### Task objective
Copy the records below word for word, leaving out nothing.

### Entries supplied
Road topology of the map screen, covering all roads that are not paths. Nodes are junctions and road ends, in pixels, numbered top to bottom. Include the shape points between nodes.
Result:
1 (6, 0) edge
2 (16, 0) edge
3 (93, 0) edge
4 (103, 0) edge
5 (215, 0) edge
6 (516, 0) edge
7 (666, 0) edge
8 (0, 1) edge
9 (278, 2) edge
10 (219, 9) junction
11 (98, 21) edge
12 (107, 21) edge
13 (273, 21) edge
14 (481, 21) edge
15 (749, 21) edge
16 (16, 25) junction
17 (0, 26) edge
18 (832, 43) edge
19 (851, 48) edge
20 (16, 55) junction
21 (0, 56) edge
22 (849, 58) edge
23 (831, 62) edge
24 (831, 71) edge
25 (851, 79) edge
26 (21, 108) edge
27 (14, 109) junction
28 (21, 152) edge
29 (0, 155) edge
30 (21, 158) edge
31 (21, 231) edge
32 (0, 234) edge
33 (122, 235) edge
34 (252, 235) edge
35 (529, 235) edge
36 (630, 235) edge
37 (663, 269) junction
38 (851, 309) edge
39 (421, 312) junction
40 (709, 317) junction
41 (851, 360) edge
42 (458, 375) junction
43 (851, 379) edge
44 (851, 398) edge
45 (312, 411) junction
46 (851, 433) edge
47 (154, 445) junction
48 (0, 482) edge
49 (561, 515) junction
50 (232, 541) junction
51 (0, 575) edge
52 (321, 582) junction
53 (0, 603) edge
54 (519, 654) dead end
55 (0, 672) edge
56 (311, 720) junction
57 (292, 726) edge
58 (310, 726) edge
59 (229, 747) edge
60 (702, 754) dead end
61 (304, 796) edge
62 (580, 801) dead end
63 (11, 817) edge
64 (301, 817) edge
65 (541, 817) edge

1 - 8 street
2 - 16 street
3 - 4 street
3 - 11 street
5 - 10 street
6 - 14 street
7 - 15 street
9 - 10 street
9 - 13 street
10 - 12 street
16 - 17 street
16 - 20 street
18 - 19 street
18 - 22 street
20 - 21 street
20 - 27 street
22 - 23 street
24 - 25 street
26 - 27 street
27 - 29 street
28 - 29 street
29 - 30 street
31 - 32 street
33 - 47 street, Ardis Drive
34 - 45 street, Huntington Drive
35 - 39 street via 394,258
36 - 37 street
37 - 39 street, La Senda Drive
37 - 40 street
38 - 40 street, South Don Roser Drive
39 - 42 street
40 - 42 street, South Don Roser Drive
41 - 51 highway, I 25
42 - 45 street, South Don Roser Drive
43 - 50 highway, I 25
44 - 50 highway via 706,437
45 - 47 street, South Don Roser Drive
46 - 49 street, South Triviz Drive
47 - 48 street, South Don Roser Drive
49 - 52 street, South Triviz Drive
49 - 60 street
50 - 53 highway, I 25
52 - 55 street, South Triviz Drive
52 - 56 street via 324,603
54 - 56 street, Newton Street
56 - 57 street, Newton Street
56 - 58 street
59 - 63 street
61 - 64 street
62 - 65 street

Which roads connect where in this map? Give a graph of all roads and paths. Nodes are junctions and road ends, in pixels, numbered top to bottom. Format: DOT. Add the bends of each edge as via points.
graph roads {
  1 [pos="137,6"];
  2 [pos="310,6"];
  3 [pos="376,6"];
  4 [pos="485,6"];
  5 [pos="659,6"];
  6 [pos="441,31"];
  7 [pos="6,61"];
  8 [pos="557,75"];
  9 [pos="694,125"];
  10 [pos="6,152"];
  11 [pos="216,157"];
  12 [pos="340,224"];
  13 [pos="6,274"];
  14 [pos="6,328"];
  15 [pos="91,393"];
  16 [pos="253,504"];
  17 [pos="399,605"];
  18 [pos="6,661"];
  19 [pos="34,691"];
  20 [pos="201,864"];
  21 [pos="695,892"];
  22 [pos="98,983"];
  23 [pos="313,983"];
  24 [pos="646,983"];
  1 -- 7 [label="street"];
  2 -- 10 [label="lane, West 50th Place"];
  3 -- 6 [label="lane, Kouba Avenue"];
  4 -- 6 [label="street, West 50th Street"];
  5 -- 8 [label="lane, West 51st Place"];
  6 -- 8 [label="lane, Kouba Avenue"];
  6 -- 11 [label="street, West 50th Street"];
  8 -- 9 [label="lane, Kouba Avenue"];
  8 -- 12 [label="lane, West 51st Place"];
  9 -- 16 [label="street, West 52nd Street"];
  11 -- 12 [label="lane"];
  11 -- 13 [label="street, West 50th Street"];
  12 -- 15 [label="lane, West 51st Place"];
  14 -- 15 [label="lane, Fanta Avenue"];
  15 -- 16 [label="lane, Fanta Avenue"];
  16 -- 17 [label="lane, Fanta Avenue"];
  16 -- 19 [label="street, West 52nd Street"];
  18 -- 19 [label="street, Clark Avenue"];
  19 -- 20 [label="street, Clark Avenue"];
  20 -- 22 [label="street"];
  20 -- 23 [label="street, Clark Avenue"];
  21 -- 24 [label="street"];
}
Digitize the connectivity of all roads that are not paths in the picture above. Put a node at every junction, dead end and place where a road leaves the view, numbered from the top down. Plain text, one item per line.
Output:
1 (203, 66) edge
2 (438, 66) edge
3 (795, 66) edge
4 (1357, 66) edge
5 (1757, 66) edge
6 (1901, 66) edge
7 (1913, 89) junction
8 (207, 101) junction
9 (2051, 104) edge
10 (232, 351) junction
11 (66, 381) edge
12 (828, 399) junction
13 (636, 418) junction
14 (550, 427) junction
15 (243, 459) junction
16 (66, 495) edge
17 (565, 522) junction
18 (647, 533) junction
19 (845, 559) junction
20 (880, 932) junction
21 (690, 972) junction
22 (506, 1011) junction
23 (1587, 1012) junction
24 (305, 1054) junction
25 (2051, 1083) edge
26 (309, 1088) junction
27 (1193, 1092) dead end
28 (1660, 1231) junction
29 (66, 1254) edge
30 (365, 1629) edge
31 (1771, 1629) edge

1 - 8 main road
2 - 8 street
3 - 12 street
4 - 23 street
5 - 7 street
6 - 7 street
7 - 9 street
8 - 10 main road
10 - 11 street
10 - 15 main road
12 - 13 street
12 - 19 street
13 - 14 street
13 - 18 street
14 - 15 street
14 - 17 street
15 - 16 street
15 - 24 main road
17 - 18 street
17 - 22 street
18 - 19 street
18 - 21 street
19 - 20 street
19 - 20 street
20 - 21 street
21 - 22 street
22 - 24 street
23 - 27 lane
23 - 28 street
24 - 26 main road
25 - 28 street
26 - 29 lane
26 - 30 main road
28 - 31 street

### Answer space
Road topology of the map screen, covering all roads that are not paths. Nodes are junctions and road ends, in pixels, numbered top to bottom. Include the shape points between nodes.
Result:
1 (6, 0) edge
2 (16, 0) edge
3 (93, 0) edge
4 (103, 0) edge
5 (215, 0) edge
6 (516, 0) edge
7 (666, 0) edge
8 (0, 1) edge
9 (278, 2) edge
10 (219, 9) junction
11 (98, 21) edge
12 (107, 21) edge
13 (273, 21) edge
14 (481, 21) edge
15 (749, 21) edge
16 (16, 25) junction
17 (0, 26) edge
18 (832, 43) edge
19 (851, 48) edge
20 (16, 55) junction
21 (0, 56) edge
22 (849, 58) edge
23 (831, 62) edge
24 (831, 71) edge
25 (851, 79) edge
26 (21, 108) edge
27 (14, 109) junction
28 (21, 152) edge
29 (0, 155) edge
30 (21, 158) edge
31 (21, 231) edge
32 (0, 234) edge
33 (122, 235) edge
34 (252, 235) edge
35 (529, 235) edge
36 (630, 235) edge
37 (663, 269) junction
38 (851, 309) edge
39 (421, 312) junction
40 (709, 317) junction
41 (851, 360) edge
42 (458, 375) junction
43 (851, 379) edge
44 (851, 398) edge
45 (312, 411) junction
46 (851, 433) edge
47 (154, 445) junction
48 (0, 482) edge
49 (561, 515) junction
50 (232, 541) junction
51 (0, 575) edge
52 (321, 582) junction
53 (0, 603) edge
54 (519, 654) dead end
55 (0, 672) edge
56 (311, 720) junction
57 (292, 726) edge
58 (310, 726) edge
59 (229, 747) edge
60 (702, 754) dead end
61 (304, 796) edge
62 (580, 801) dead end
63 (11, 817) edge
64 (301, 817) edge
65 (541, 817) edge

1 - 8 street
2 - 16 street
3 - 4 street
3 - 11 street
5 - 10 street
6 - 14 street
7 - 15 street
9 - 10 street
9 - 13 street
10 - 12 street
16 - 17 street
16 - 20 street
18 - 19 street
18 - 22 street
20 - 21 street
20 - 27 street
22 - 23 street
24 - 25 street
26 - 27 street
27 - 29 street
28 - 29 street
29 - 30 street
31 - 32 street
33 - 47 street, Ardis Drive
34 - 45 street, Huntington Drive
35 - 39 street via 394,258
36 - 37 street
37 - 39 street, La Senda Drive
37 - 40 street
38 - 40 street, South Don Roser Drive
39 - 42 street
40 - 42 street, South Don Roser Drive
41 - 51 highway, I 25
42 - 45 street, South Don Roser Drive
43 - 50 highway, I 25
44 - 50 highway via 706,437
45 - 47 street, South Don Roser Drive
46 - 49 street, South Triviz Drive
47 - 48 street, South Don Roser Drive
49 - 52 street, South Triviz Drive
49 - 60 street
50 - 53 highway, I 25
52 - 55 street, South Triviz Drive
52 - 56 street via 324,603
54 - 56 street, Newton Street
56 - 57 street, Newton Street
56 - 58 street
59 - 63 street
61 - 64 street
62 - 65 street

Which roads connect where in this map? Give a graph of all roads and paths. Nodes are junctions and road ends, in pixels, numbered top to bottom. Format: DOT. Add the bends of each edge as via points.
graph roads {
  1 [pos="137,6"];
  2 [pos="310,6"];
  3 [pos="376,6"];
  4 [pos="485,6"];
  5 [pos="659,6"];
  6 [pos="441,31"];
  7 [pos="6,61"];
  8 [pos="557,75"];
  9 [pos="694,125"];
  10 [pos="6,152"];
  11 [pos="216,157"];
  12 [pos="340,224"];
  13 [pos="6,274"];
  14 [pos="6,328"];
  15 [pos="91,393"];
  16 [pos="253,504"];
  17 [pos="399,605"];
  18 [pos="6,661"];
  19 [pos="34,691"];
  20 [pos="201,864"];
  21 [pos="695,892"];
  22 [pos="98,983"];
  23 [pos="313,983"];
  24 [pos="646,983"];
  1 -- 7 [label="street"];
  2 -- 10 [label="lane, West 50th Place"];
  3 -- 6 [label="lane, Kouba Avenue"];
  4 -- 6 [label="street, West 50th Street"];
  5 -- 8 [label="lane, West 51st Place"];
  6 -- 8 [label="lane, Kouba Avenue"];
  6 -- 11 [label="street, West 50th Street"];
  8 -- 9 [label="lane, Kouba Avenue"];
  8 -- 12 [label="lane, West 51st Place"];
  9 -- 16 [label="street, West 52nd Street"];
  11 -- 12 [label="lane"];
  11 -- 13 [label="street, West 50th Street"];
  12 -- 15 [label="lane, West 51st Place"];
  14 -- 15 [label="lane, Fanta Avenue"];
  15 -- 16 [label="lane, Fanta Avenue"];
  16 -- 17 [label="lane, Fanta Avenue"];
  16 -- 19 [label="street, West 52nd Street"];
  18 -- 19 [label="street, Clark Avenue"];
  19 -- 20 [label="street, Clark Avenue"];
  20 -- 22 [label="street"];
  20 -- 23 [label="street, Clark Avenue"];
  21 -- 24 [label="street"];
}
Digitize the connectivity of all roads that are not paths in the picture above. Put a node at every junction, dead end and place where a road leaves the view, numbered from the top down. Plain text, one item per line.
Output:
1 (203, 66) edge
2 (438, 66) edge
3 (795, 66) edge
4 (1357, 66) edge
5 (1757, 66) edge
6 (1901, 66) edge
7 (1913, 89) junction
8 (207, 101) junction
9 (2051, 104) edge
10 (232, 351) junction
11 (66, 381) edge
12 (828, 399) junction
13 (636, 418) junction
14 (550, 427) junction
15 (243, 459) junction
16 (66, 495) edge
17 (565, 522) junction
18 (647, 533) junction
19 (845, 559) junction
20 (880, 932) junction
21 (690, 972) junction
22 (506, 1011) junction
23 (1587, 1012) junction
24 (305, 1054) junction
25 (2051, 1083) edge
26 (309, 1088) junction
27 (1193, 1092) dead end
28 (1660, 1231) junction
29 (66, 1254) edge
30 (365, 1629) edge
31 (1771, 1629) edge

1 - 8 main road
2 - 8 street
3 - 12 street
4 - 23 street
5 - 7 street
6 - 7 street
7 - 9 street
8 - 10 main road
10 - 11 street
10 - 15 main road
12 - 13 street
12 - 19 street
13 - 14 street
13 - 18 street
14 - 15 street
14 - 17 street
15 - 16 street
15 - 24 main road
17 - 18 street
17 - 22 street
18 - 19 street
18 - 21 street
19 - 20 street
19 - 20 street
20 - 21 street
21 - 22 street
22 - 24 street
23 - 27 lane
23 - 28 street
24 - 26 main road
25 - 28 street
26 - 29 lane
26 - 30 main road
28 - 31 street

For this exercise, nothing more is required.